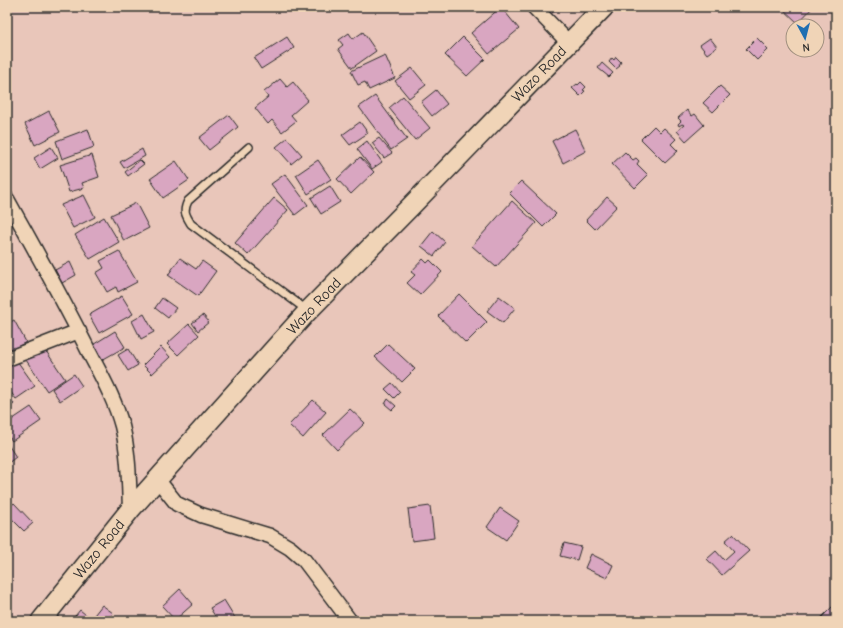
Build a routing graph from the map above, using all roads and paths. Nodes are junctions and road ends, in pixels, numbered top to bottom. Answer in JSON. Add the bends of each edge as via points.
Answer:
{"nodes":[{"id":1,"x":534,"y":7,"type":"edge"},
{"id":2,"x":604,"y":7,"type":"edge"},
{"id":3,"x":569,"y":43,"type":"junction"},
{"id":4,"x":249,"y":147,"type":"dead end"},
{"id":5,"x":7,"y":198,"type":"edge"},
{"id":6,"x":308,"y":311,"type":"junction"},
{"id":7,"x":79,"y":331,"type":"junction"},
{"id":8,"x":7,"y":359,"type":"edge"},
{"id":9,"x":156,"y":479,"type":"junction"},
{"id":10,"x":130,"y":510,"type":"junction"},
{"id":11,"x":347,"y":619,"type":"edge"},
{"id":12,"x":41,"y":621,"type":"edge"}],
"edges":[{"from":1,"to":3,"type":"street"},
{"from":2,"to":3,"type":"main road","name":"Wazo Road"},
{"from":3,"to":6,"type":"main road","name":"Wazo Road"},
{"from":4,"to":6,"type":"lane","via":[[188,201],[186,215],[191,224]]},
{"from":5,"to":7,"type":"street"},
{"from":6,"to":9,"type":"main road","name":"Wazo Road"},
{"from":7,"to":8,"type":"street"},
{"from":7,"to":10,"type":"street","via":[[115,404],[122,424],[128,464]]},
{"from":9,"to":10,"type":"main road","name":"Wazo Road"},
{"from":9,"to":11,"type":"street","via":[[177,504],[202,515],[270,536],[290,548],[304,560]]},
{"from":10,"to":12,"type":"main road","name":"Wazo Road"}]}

* * *

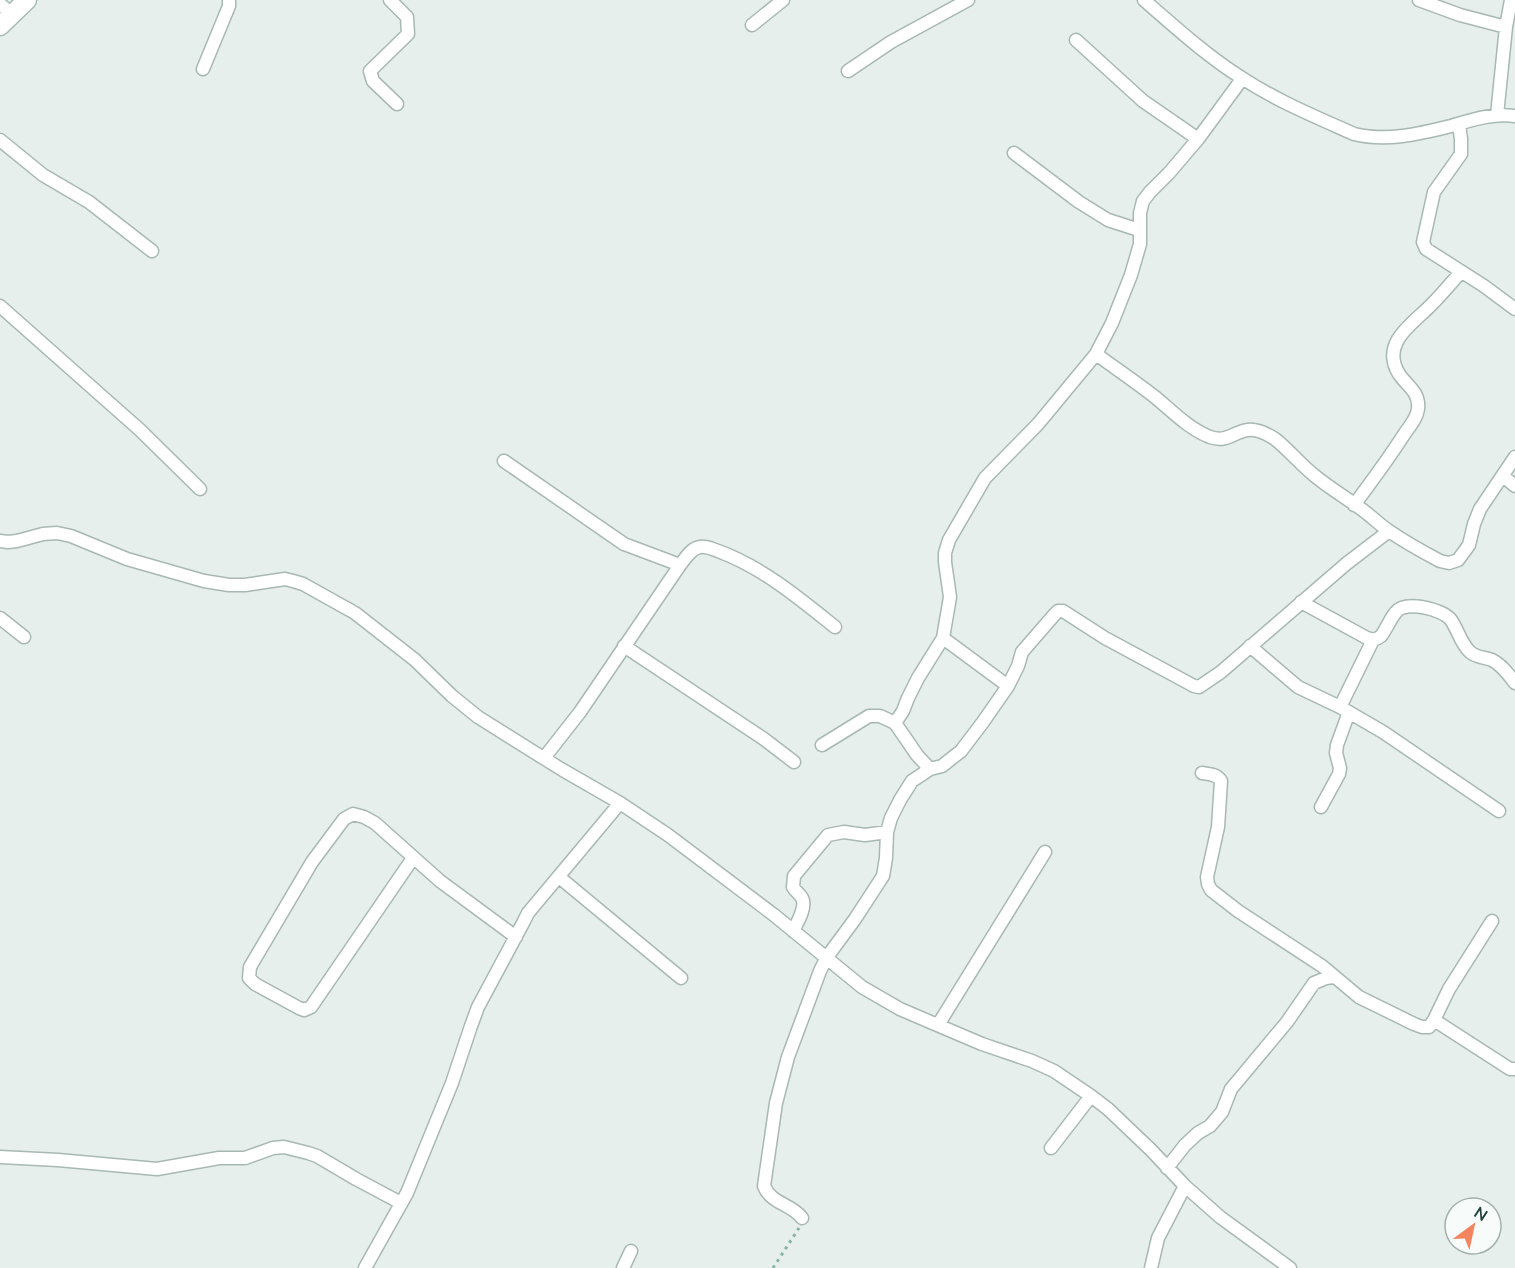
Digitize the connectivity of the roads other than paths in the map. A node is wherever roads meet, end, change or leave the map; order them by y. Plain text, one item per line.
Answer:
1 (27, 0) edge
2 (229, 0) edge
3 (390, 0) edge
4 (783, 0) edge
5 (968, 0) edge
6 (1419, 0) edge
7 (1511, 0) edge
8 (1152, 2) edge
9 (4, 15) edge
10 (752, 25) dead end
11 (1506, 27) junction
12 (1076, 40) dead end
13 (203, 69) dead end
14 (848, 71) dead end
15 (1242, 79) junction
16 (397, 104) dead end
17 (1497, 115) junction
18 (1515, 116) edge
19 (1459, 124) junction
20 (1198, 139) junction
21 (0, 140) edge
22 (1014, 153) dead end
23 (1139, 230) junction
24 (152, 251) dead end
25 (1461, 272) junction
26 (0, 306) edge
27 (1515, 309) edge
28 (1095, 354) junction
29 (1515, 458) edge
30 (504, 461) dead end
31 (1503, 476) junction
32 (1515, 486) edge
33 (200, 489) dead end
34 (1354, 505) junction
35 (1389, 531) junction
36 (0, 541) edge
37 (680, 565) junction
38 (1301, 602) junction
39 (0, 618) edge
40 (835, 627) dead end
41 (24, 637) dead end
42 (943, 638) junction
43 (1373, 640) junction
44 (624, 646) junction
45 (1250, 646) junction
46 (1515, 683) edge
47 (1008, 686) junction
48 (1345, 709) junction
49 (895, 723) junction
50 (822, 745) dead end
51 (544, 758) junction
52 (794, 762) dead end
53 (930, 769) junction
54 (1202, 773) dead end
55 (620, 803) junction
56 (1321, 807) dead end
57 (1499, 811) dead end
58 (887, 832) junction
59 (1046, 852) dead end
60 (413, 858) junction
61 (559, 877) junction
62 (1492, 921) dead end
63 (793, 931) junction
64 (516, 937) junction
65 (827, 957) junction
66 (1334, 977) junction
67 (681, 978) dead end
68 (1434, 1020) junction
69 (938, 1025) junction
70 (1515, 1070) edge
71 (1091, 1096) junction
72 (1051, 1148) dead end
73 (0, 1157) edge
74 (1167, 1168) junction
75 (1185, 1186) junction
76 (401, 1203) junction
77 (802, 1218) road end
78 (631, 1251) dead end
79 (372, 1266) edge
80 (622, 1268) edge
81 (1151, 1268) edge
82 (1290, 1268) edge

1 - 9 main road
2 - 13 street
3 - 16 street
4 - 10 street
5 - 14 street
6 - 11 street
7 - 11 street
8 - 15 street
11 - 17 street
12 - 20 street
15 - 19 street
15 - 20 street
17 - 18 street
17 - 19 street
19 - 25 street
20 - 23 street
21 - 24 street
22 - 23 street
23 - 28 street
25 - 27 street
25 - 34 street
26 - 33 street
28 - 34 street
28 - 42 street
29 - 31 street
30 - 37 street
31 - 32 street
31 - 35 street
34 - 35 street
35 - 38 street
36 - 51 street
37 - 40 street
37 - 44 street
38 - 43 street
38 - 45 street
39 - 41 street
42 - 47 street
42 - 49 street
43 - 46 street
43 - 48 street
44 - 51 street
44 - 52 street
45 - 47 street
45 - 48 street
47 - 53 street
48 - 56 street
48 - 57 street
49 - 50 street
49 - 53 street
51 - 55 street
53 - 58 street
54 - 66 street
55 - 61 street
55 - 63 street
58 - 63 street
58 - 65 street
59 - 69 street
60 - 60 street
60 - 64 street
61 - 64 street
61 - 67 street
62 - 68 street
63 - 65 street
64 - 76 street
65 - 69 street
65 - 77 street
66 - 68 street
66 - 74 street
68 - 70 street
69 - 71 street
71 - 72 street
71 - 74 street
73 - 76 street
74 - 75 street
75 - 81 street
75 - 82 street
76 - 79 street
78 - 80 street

> _Exercise_:
Where does the word "paths" appear in the records? Copy every line that holds it.

> _Answer area_:
Build a routing graph from the map above, using all roads and paths. Nodes are junctions and road ends, in pixels, numbered top to bottom. Answer in JSON. Add the bends of each edge as via points.
Digitize the connectivity of the roads other than paths in the map. A node is wherever roads meet, end, change or leave the map; order them by y. Plain text, one item per line.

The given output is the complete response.